Argh! The scale's been bouncing up and down the same five pounds for two-plus weeks now! I keep telling myself that a) my muscles are sore, so there's water retention there, b) I'm on the verge of TOM so there's water retention there, c) my clothing is fitting looser and looser, so something's happening to the fat, d) patience, grasshopper, you've gotta get some ... but it's not helping. I'm impatient. I want to see numbers move! Dammit!
I know that, with the exception of Tuesday's birthday lunch where I gave myself permission to misbehave within reason (and kept it within reason) I've been pretty consistently keeping my carbs under 20 net. I feel like my calories are a bit high, typically between 2000 and 2500, but that's still low enough for the weight to be creeping off. Supposedly. I've been pretty active, although not as much as I could be (here comes excuse: by the time I get home from work I'm so tired all I want is supper and zzZZZzzzz).
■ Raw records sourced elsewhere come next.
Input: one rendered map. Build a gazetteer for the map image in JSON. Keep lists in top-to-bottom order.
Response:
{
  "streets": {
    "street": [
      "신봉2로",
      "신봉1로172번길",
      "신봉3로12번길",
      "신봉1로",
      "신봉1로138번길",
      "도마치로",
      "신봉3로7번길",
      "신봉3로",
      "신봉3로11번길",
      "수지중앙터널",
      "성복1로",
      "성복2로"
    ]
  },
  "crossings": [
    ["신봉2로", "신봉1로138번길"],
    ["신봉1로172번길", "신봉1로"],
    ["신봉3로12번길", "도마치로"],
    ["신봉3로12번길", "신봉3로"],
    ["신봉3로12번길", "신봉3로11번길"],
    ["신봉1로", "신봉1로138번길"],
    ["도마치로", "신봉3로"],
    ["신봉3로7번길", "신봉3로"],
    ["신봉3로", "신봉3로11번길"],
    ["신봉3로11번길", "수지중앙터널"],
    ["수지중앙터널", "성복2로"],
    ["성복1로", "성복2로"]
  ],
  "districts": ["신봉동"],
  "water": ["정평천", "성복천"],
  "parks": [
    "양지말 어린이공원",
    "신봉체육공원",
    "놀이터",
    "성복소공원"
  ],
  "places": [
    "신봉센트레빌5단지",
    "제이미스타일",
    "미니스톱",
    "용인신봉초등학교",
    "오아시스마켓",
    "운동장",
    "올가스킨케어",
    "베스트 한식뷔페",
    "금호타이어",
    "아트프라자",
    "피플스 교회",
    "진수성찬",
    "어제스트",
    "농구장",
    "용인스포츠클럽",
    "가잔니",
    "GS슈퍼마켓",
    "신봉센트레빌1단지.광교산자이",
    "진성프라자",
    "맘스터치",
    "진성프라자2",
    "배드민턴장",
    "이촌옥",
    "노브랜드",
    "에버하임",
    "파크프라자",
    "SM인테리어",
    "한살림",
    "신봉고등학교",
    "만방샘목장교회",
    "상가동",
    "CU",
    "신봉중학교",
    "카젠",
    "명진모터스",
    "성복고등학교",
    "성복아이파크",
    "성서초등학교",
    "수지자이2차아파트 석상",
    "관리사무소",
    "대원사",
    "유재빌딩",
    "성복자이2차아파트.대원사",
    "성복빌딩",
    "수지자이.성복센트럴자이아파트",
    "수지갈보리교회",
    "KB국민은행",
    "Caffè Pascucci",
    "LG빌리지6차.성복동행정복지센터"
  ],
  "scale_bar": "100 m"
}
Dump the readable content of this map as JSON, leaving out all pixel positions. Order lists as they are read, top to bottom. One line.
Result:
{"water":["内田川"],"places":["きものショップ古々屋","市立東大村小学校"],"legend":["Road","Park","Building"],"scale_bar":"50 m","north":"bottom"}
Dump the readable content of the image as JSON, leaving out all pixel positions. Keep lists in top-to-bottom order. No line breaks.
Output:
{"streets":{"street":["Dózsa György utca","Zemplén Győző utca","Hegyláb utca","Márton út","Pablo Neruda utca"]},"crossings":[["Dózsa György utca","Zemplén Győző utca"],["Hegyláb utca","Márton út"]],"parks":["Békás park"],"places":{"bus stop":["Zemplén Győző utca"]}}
But damn you, evil scale of evilness! Move! Noooo, not THAT way! The OTHER way! Now!
(Why yes, I AM obsessing. Again. Or, well, still. *sheepish grin*)
In other news, the cat is still deeply unhappy with her cone of shame, but acting like she's feeling quite a lot better. I had to chase the pill bottle top across the room today after pushing the antibiotic down her throat (hey, exercise!) and she managed to reboot my computer in the process.
She's like a little furry toddler, she is.